Listed records
= Beginning of Section =

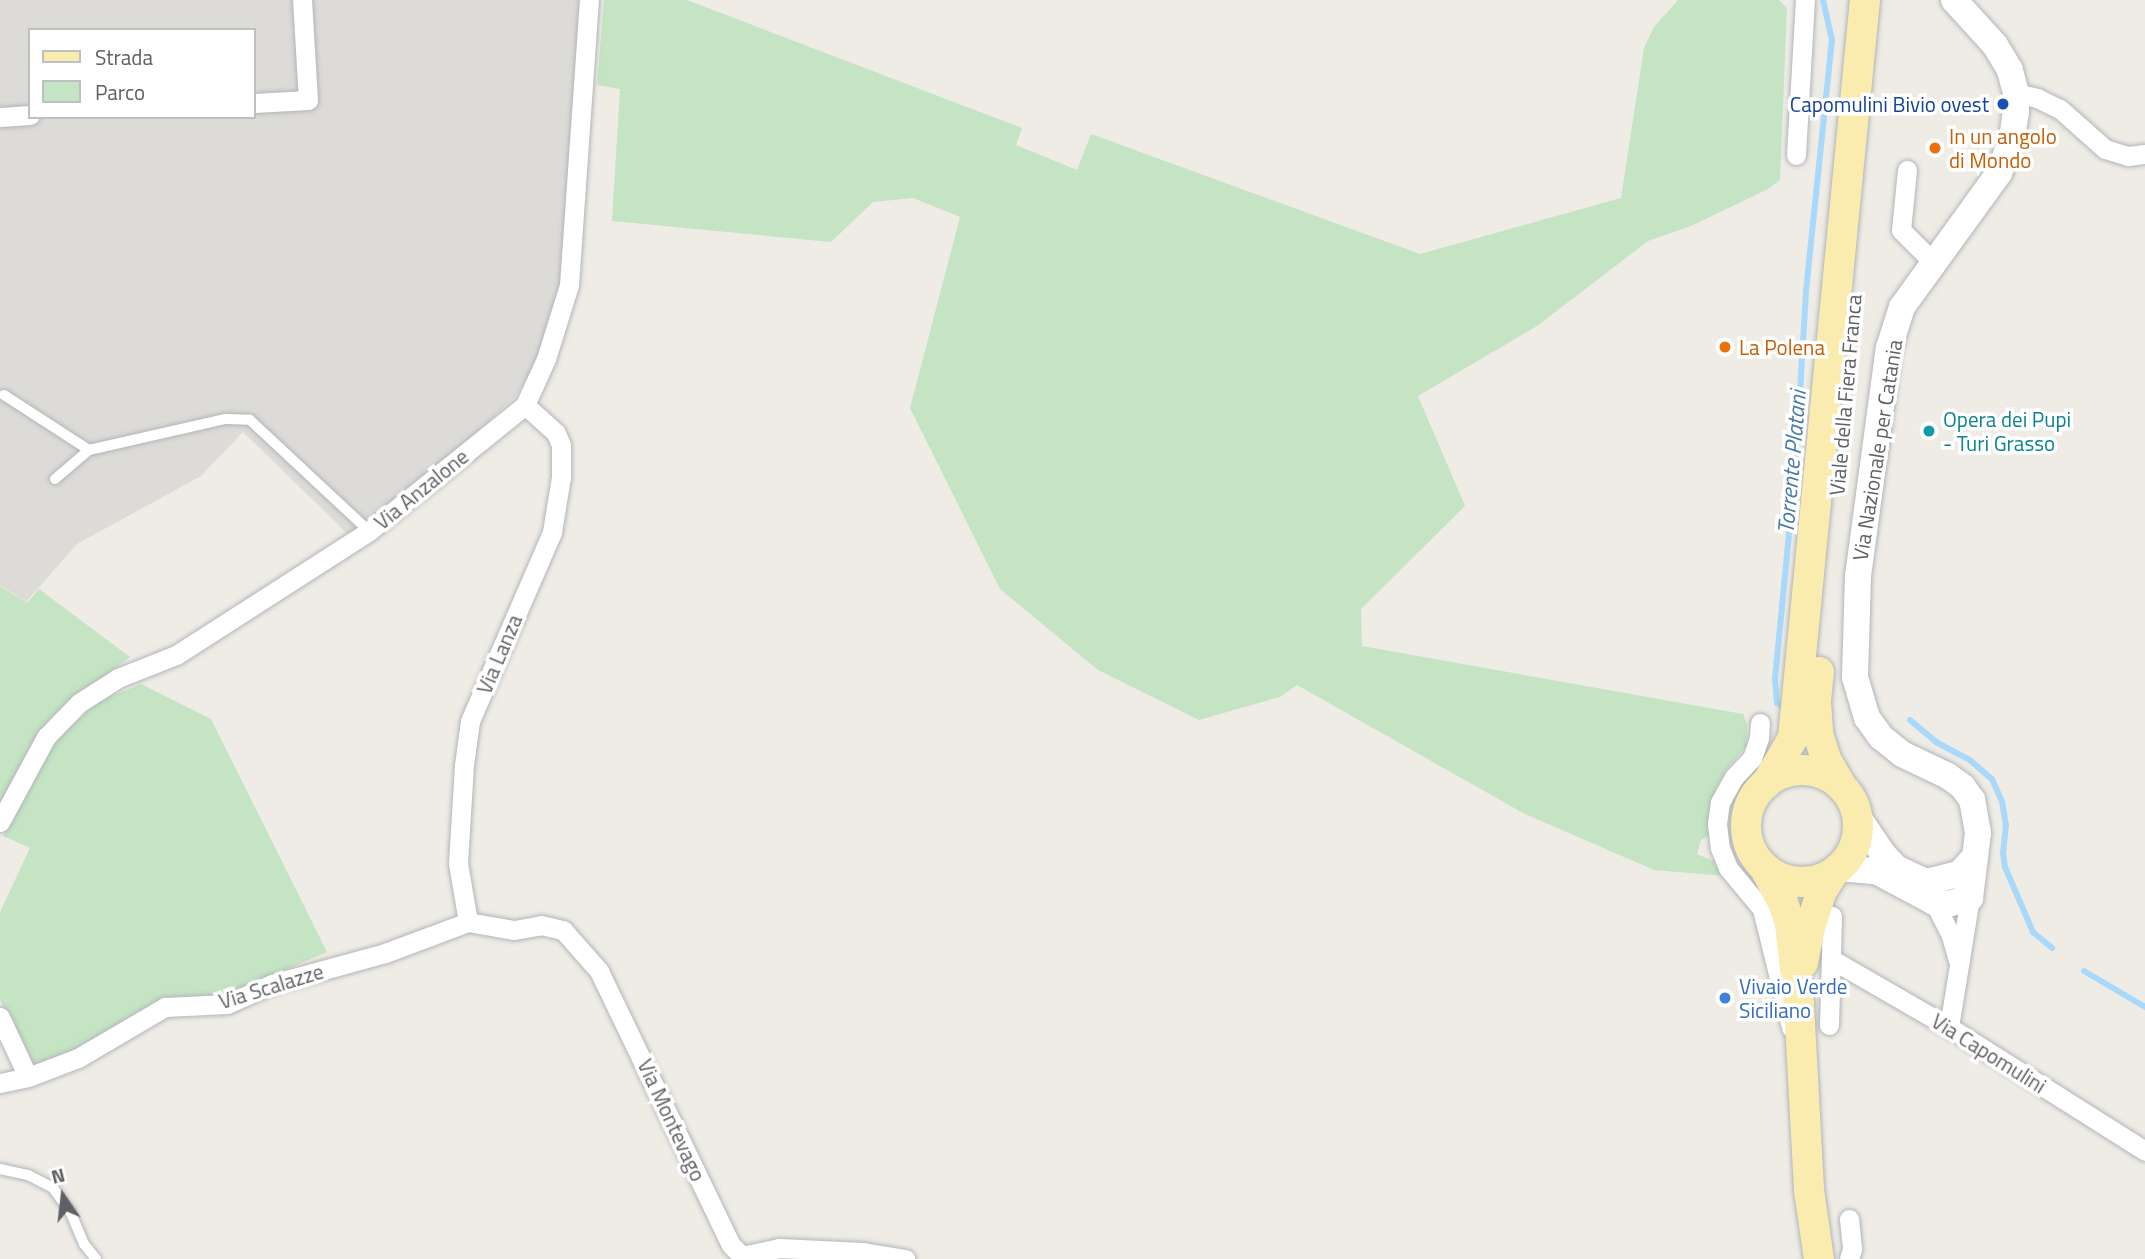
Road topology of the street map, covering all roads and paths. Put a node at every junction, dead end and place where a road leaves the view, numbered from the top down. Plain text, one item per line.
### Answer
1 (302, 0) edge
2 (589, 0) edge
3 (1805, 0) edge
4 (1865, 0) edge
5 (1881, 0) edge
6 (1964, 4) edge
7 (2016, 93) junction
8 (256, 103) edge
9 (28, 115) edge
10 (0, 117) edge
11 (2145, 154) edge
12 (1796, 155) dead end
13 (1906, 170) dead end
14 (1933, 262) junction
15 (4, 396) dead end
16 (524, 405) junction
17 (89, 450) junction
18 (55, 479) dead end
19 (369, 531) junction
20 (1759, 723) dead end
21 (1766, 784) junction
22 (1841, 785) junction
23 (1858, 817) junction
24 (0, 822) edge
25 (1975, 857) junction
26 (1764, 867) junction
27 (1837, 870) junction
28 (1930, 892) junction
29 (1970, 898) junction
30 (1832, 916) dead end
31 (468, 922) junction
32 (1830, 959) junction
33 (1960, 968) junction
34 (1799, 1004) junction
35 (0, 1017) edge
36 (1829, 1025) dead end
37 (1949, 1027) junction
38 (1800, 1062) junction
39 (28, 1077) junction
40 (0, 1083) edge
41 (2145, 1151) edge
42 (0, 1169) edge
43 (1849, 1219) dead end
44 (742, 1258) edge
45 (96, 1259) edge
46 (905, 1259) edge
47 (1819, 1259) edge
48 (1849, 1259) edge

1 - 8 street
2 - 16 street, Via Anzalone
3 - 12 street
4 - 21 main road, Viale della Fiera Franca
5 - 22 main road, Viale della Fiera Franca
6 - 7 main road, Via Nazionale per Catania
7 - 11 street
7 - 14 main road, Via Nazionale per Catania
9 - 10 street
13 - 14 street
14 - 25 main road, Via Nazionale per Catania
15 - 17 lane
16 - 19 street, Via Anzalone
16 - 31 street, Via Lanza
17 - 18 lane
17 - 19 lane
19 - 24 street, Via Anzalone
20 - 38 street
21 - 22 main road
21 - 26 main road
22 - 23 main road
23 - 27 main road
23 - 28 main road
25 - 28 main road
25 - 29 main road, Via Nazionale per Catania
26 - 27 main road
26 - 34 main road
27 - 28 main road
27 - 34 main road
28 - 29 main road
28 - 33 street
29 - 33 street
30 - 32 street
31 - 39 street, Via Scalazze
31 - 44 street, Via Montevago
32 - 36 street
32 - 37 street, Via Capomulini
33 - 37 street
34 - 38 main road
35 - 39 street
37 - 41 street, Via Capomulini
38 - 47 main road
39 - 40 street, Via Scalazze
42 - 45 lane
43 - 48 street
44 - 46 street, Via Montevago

= End of Section =

Task directions
Pictures stay out; copy every entry above exactly.

Task answer
Road topology of the street map, covering all roads and paths. Put a node at every junction, dead end and place where a road leaves the view, numbered from the top down. Plain text, one item per line.
### Answer
1 (302, 0) edge
2 (589, 0) edge
3 (1805, 0) edge
4 (1865, 0) edge
5 (1881, 0) edge
6 (1964, 4) edge
7 (2016, 93) junction
8 (256, 103) edge
9 (28, 115) edge
10 (0, 117) edge
11 (2145, 154) edge
12 (1796, 155) dead end
13 (1906, 170) dead end
14 (1933, 262) junction
15 (4, 396) dead end
16 (524, 405) junction
17 (89, 450) junction
18 (55, 479) dead end
19 (369, 531) junction
20 (1759, 723) dead end
21 (1766, 784) junction
22 (1841, 785) junction
23 (1858, 817) junction
24 (0, 822) edge
25 (1975, 857) junction
26 (1764, 867) junction
27 (1837, 870) junction
28 (1930, 892) junction
29 (1970, 898) junction
30 (1832, 916) dead end
31 (468, 922) junction
32 (1830, 959) junction
33 (1960, 968) junction
34 (1799, 1004) junction
35 (0, 1017) edge
36 (1829, 1025) dead end
37 (1949, 1027) junction
38 (1800, 1062) junction
39 (28, 1077) junction
40 (0, 1083) edge
41 (2145, 1151) edge
42 (0, 1169) edge
43 (1849, 1219) dead end
44 (742, 1258) edge
45 (96, 1259) edge
46 (905, 1259) edge
47 (1819, 1259) edge
48 (1849, 1259) edge

1 - 8 street
2 - 16 street, Via Anzalone
3 - 12 street
4 - 21 main road, Viale della Fiera Franca
5 - 22 main road, Viale della Fiera Franca
6 - 7 main road, Via Nazionale per Catania
7 - 11 street
7 - 14 main road, Via Nazionale per Catania
9 - 10 street
13 - 14 street
14 - 25 main road, Via Nazionale per Catania
15 - 17 lane
16 - 19 street, Via Anzalone
16 - 31 street, Via Lanza
17 - 18 lane
17 - 19 lane
19 - 24 street, Via Anzalone
20 - 38 street
21 - 22 main road
21 - 26 main road
22 - 23 main road
23 - 27 main road
23 - 28 main road
25 - 28 main road
25 - 29 main road, Via Nazionale per Catania
26 - 27 main road
26 - 34 main road
27 - 28 main road
27 - 34 main road
28 - 29 main road
28 - 33 street
29 - 33 street
30 - 32 street
31 - 39 street, Via Scalazze
31 - 44 street, Via Montevago
32 - 36 street
32 - 37 street, Via Capomulini
33 - 37 street
34 - 38 main road
35 - 39 street
37 - 41 street, Via Capomulini
38 - 47 main road
39 - 40 street, Via Scalazze
42 - 45 lane
43 - 48 street
44 - 46 street, Via Montevago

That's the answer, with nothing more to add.